After recent rainfall hit San Jose, locals were once again out doing the work that municipal crews are ostensibly paid to handle — pulling debris from clogged drains to prevent street flooding and property damage. It's become something of a recurring ritual in the Bay Area: the skies open up, the drains fail, and regular people in rain boots become the de facto public works department.
As one Bay Area resident put it bluntly: "Makes you wonder what the local governments spend our tax dollars on if ordinary citizens have to step up and do these things ourselves."
It's a fair question — and one that gets sharper every budget cycle. San Jose's city budget tops $5 billion. The Department of Transportation, which oversees storm drain maintenance, isn't exactly running a lemonade stand. And yet every time it rains more than a drizzle, we get the same movie: flooded intersections, overwhelmed infrastructure, and neighbors doing DIY flood mitigation at 10 p.m.

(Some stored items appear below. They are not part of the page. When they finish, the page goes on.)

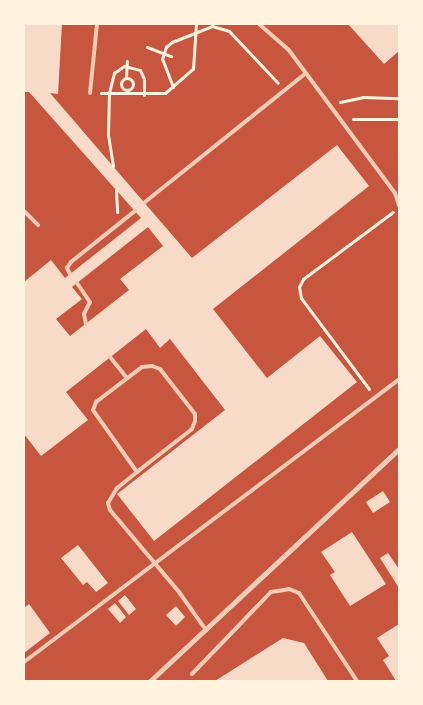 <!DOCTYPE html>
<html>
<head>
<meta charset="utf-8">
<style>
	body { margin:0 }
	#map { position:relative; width:423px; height:705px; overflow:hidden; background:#c8553d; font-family:"Fira Sans Condensed",sans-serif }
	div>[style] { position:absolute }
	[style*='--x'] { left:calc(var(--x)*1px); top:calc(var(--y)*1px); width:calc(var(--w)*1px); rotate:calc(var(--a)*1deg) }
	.building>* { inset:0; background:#f7dbc8 }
	.path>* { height:3px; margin:-1.5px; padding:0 1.5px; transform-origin:1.5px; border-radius:1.5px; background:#fff3e0 }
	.path>.ring { margin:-1.5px; padding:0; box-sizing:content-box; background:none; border:3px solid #fff3e0; border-radius:50% }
	.service>* { height:4px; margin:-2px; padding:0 2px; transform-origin:2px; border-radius:2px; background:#f1ccb7 }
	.minor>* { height:5px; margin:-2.5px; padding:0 2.5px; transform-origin:2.5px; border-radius:2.5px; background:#f1ccb7 }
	span { translate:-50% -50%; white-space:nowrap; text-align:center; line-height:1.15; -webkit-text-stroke:4px #fff3e0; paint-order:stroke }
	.frame { position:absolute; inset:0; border:25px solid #fff3e0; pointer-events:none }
</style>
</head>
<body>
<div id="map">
	<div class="building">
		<div style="clip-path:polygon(evenodd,24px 24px,62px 24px,58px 94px,50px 93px,192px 258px,337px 145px,369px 186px,213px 309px,267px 378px,320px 336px,357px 382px,154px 541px,117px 494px,225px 410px,170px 339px,160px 348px,146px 329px,66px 392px,88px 420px,41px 456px,24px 434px,24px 282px,51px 260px,65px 278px,141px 218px,29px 92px,24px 92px,24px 24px,148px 227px,163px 246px,120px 279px,129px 290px,70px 336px,56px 319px,82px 299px,72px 287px,148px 227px)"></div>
		<div style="clip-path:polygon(348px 24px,399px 24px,399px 51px,384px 64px)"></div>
		<div style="clip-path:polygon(383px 491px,390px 502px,373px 513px,366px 502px)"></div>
		<div style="clip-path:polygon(352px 532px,386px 584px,350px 606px,330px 575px,335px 572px,321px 552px)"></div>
		<div style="clip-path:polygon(78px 545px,108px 583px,96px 592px,87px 582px,83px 585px,61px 558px)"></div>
		<div style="clip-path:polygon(388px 553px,399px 569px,399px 588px,380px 558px)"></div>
		<div style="clip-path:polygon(125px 595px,136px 609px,129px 615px,118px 601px)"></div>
		<div style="clip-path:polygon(115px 603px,126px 617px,120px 623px,108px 609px)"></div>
		<div style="clip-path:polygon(29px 604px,50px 633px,24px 653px,24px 608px)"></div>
		<div style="clip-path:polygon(176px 606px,185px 617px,176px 626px,166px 615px)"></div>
		<div style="clip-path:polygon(399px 624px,399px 681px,396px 681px,383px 660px,389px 656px,377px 638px)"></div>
		<div style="clip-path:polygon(283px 638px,304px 643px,328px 681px,215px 681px)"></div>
	</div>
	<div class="path">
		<div style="--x:147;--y:47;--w:26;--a:21"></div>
		<div class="ring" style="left:121px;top:78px;width:9px;height:9px"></div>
		<div style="--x:126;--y:78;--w:17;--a:-87"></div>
		<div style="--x:173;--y:87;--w:30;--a:-111"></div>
		<div style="--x:162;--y:59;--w:13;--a:-72"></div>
		<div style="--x:166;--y:47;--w:8;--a:-40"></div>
		<div style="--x:172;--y:42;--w:43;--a:-21.8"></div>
		<div style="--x:212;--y:26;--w:18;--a:16"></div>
		<div style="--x:229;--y:31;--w:71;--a:46.7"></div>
		<div style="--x:101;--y:93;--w:64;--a:0"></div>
		<div style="--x:165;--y:93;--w:37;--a:-41"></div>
		<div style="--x:193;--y:69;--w:45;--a:-86.2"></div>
		<div style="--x:340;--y:102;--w:24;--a:-12"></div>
		<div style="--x:363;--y:97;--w:36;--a:2"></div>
		<div style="--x:353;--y:119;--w:46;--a:0"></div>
		<div style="--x:113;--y:166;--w:30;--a:-99"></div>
		<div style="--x:108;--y:136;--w:43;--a:-88.7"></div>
		<div style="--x:109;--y:93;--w:21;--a:-76"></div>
		<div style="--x:114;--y:73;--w:12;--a:-35"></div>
		<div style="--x:124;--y:66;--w:16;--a:14"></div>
		<div style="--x:140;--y:70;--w:10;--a:66"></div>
		<div style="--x:144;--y:79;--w:16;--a:90"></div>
		<div style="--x:116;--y:190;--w:22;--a:87"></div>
		<div style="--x:369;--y:389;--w:114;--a:-126.8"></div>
		<div style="--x:301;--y:298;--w:11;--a:-100"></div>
		<div style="--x:299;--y:287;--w:9;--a:-63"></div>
		<div style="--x:303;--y:279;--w:112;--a:-36.7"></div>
	</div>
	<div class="service">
		<div style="--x:259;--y:24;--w:38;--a:41"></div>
		<div style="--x:288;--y:49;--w:179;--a:53.4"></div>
		<div style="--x:395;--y:193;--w:13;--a:72"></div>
		<div style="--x:90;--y:93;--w:69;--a:-84.2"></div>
		<div style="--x:145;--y:202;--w:206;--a:-38.7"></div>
		<div style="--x:24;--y:211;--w:20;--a:45"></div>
		<div style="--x:70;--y:274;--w:7;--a:-117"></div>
		<div style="--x:67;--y:268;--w:7;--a:-56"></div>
		<div style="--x:71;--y:262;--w:82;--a:-38.6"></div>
		<div style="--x:77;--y:283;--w:23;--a:56"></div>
		<div style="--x:90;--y:302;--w:13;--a:117"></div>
		<div style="--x:84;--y:314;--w:10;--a:79"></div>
		<div style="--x:110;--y:357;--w:27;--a:51"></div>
		<div style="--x:137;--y:472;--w:76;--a:-125.4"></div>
		<div style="--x:93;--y:410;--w:9;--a:-69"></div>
		<div style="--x:96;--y:402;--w:58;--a:-37.3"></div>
		<div style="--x:142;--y:367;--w:10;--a:-6"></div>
		<div style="--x:152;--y:366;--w:9;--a:21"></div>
		<div style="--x:160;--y:369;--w:57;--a:52.1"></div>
		<div style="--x:195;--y:414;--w:7;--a:90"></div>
		<div style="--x:195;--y:421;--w:9;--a:111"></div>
		<div style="--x:192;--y:429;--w:70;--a:142"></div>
		<div style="--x:137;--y:472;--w:26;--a:141"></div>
		<div style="--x:117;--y:488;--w:17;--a:121"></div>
		<div style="--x:108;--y:503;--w:7;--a:74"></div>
		<div style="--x:110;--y:510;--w:107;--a:49.9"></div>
		<div style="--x:179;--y:592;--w:47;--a:54.6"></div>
		<div style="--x:24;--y:662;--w:470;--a:-37"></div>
		<div style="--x:192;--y:674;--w:114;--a:-46.1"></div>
		<div style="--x:271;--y:592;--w:18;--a:-9"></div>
		<div style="--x:289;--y:589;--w:11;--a:22"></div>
		<div style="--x:299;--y:593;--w:105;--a:56.6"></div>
	</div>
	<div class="minor">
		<div style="--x:150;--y:681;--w:340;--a:-43"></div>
	</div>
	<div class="frame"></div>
</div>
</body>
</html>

Look, nobody's saying infrastructure maintenance is easy. Storm drains get clogged by leaves, trash, and the general entropy of urban life. But that's precisely why we fund city departments — to handle the predictable consequences of predictable weather. Rain in Northern California is not a black swan event. It happens every winter. The city has had months to clear drains, inspect grates, and prepare.
The fact that some residents have essentially turned drain unclogging into a public service hobby — one guy even bought an 18,000-lumen light so he can do it more safely at night — is both admirable and deeply embarrassing for local government.
We should be thanking these folks. But we should also be asking harder questions about why their volunteerism is necessary in the first place. When taxpayers are literally out there doing the government's job for free, it's not a heartwarming community story. It's an accountability problem.